« La critique est aisée mais l’art est difficile »…surtout en période électorale. Les policiers du RAID, qui auraient pourtant bien mérité un peu de repos, sont en train d’en faire l’amère expérience.
Ils n’ont pas pris Mohamed Merah vivant : l’homme, qui avait annoncé vouloir mourir « les armes à la main » est mort… les armes à la main : quelle considérable surprise !
Un jeune homme fanatisé, désireux de recevoir la mort, et justement cerné par une unité de police lourdement armée, est parvenu à se faire tirer dessus : quel épilogue inattendu !
Depuis, le groupe Recherche assistance intervention dissuasion de la Police nationale subit quelques mises en cause. Certaines, fort maladroites, sont le fait de politiques en campagne ne bénéficiant pas forcément de la même aptitude au sang froid que les policiers du RAID, et que l’usage intempestif du réseau social Twitter conduit parfois à écrire plus rapidement qu’ils ne pensent :
Depuis lors, Jean-Jacques Urvoas s’est heureusement excusé. Malgré tout, on aurait préféré qu’il s’abstienne, lui et tous ceux qui se sont brutalement découvert, au cours des dernières 72 heures, une aptitude nouvelle pour l’interpellation de suspects surarmés et atteints de troubles graves de la personnalité.
Par chance, François Hollande n’est pas tombé dans le piège de la critique facile. A bon escient et avec la dignité qui convient, il a salué « le courage et la détermination du RAID » et exprimé sa « solidarité avec les policiers blessés ». C’est bien le moins….
Viennent ensuite les critiques des « experts », ces maîtres à penser de notre époque, qui sont légitimes parce qu’ils sont « des spécialistes ». Ainsi relaie-t-on tant et plus les propos tenus par Christian Prouteau, fondateur du Groupe d’intervention de la gendarmerie nationale (GIGN), pour lequel l’opération du RAID aurait été « menée sans schéma tactique précis ». « Comment se fait-il que la meilleure unité de la police ne réussisse pas à arrêter un homme tout seul ? » chipote-t-il, avant d’ajouter : « cela peut paraître présomptueux, mais, en soixante-quatre opérations menées par le GIGN sous mon commandement, il n'y a pas eu un mort ».

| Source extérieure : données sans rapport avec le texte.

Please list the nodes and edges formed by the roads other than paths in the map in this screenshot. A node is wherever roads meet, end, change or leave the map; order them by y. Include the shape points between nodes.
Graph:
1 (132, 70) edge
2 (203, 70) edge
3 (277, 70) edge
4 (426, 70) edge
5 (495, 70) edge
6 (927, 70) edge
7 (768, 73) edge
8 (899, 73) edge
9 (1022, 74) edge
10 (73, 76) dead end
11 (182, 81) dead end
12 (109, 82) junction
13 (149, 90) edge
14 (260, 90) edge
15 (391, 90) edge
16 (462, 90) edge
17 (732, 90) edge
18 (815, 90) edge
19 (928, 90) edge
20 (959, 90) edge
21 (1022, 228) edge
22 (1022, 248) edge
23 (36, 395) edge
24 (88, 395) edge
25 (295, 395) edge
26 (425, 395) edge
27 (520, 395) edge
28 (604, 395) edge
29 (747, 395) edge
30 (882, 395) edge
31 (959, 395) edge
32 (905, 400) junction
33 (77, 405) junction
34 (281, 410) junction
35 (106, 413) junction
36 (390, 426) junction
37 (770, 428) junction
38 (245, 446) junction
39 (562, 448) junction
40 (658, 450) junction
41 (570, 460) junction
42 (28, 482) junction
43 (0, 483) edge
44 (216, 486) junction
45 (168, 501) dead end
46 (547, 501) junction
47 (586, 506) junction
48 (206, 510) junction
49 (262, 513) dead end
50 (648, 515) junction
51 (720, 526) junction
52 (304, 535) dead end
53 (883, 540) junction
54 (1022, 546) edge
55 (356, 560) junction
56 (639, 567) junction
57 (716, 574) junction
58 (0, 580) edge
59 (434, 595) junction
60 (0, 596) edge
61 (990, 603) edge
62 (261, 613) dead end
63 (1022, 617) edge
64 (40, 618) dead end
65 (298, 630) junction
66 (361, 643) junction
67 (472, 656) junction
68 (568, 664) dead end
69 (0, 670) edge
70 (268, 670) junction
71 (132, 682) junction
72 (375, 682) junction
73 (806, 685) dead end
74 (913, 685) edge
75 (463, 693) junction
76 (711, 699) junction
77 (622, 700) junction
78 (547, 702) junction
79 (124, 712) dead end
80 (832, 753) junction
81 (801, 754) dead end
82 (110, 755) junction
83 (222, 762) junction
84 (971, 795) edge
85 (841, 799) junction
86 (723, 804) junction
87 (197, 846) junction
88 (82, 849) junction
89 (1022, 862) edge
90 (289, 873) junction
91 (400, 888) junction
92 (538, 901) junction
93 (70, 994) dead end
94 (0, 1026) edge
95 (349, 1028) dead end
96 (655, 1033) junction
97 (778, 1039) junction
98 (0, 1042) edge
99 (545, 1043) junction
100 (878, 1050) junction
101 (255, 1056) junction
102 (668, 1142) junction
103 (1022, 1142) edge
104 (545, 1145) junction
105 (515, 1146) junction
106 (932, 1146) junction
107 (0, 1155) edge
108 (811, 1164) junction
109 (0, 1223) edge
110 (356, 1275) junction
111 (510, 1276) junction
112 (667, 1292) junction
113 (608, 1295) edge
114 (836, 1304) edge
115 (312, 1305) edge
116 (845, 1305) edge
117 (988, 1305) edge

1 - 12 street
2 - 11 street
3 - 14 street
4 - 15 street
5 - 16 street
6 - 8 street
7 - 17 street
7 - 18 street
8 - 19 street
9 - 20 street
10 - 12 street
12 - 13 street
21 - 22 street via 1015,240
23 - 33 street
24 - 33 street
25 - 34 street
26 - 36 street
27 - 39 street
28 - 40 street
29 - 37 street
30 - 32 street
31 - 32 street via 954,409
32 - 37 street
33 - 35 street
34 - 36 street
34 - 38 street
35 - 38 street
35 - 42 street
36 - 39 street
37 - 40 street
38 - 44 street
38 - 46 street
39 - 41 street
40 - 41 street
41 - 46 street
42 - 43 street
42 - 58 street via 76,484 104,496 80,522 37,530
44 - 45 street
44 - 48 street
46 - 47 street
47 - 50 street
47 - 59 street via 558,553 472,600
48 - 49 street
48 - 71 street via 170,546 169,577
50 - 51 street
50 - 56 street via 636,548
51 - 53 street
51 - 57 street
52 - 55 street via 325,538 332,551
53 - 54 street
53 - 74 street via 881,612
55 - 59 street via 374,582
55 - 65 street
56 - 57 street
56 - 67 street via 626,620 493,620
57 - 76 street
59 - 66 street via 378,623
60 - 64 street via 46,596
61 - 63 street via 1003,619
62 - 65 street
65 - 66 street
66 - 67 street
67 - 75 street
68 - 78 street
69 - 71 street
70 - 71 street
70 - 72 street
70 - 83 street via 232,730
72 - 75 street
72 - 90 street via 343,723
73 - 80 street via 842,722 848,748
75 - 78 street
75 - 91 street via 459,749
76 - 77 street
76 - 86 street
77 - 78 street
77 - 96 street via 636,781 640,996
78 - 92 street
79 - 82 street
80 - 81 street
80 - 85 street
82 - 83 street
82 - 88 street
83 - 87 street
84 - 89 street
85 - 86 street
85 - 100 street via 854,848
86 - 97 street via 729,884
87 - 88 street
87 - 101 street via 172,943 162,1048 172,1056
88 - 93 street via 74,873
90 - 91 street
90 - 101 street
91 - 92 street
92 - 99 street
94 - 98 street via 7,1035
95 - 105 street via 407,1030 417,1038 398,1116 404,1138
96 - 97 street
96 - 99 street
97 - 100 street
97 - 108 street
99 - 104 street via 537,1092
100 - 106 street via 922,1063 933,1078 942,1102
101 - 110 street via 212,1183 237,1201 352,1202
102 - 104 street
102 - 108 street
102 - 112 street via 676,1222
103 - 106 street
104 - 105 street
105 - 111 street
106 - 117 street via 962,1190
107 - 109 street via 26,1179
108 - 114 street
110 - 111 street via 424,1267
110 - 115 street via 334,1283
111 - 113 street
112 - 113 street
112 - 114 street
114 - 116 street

Oui, cela peut paraître présomptueux, mais pas seulement : cela est également inutile, gratuit, et mesquin. Surtout, cela n’exprime rien d’autre que la rancœur d’un gendarme face au choix qui a été fait par l’exécutif de privilégier une intervention policière et non militaire – ce qui était somme toute logique : Toulouse est située en zone Police.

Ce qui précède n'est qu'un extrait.